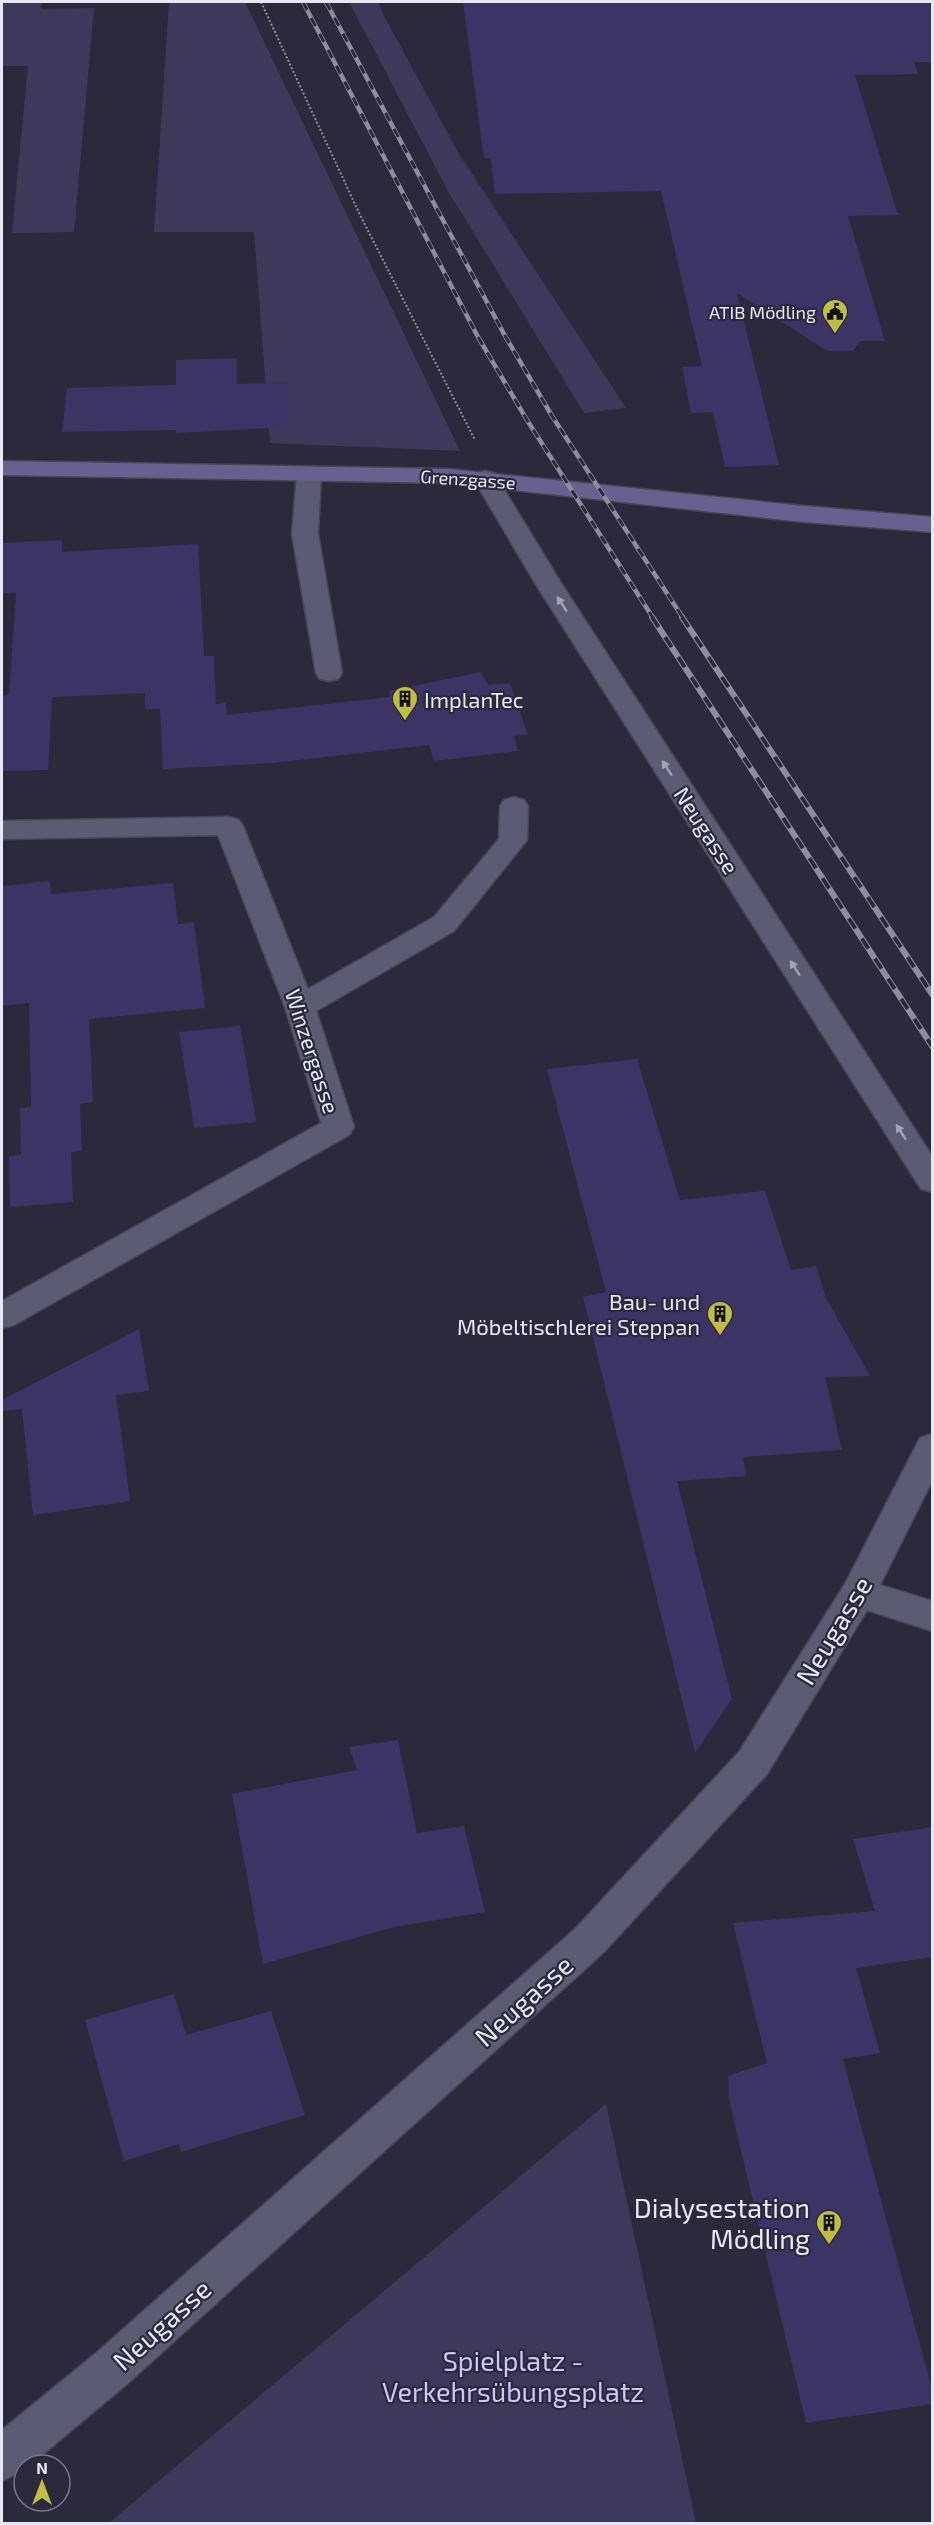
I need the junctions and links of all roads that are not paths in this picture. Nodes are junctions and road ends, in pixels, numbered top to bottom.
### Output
1 (2, 468) edge
2 (309, 474) junction
3 (485, 478) junction
4 (933, 525) edge
5 (328, 673) dead end
6 (514, 806) dead end
7 (2, 830) edge
8 (300, 1007) junction
9 (933, 1181) edge
10 (2, 1316) edge
11 (933, 1447) edge
12 (858, 1593) junction
13 (933, 1616) edge
14 (2, 2459) edge

1 - 2 street, Grenzgasse
2 - 3 street, Grenzgasse
2 - 5 street
3 - 4 street, Grenzgasse
9 -> 3 street, Neugasse
6 - 8 street
7 - 8 street, Winzergasse
8 - 10 street, Winzergasse
11 - 12 street, Neugasse
12 - 13 street
12 - 14 street, Neugasse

****************************************

#### [Task brief]
Would you return the data above exactly as written, minus the images?

#### [Answer area]
I need the junctions and links of all roads that are not paths in this picture. Nodes are junctions and road ends, in pixels, numbered top to bottom.
### Output
1 (2, 468) edge
2 (309, 474) junction
3 (485, 478) junction
4 (933, 525) edge
5 (328, 673) dead end
6 (514, 806) dead end
7 (2, 830) edge
8 (300, 1007) junction
9 (933, 1181) edge
10 (2, 1316) edge
11 (933, 1447) edge
12 (858, 1593) junction
13 (933, 1616) edge
14 (2, 2459) edge

1 - 2 street, Grenzgasse
2 - 3 street, Grenzgasse
2 - 5 street
3 - 4 street, Grenzgasse
9 -> 3 street, Neugasse
6 - 8 street
7 - 8 street, Winzergasse
8 - 10 street, Winzergasse
11 - 12 street, Neugasse
12 - 13 street
12 - 14 street, Neugasse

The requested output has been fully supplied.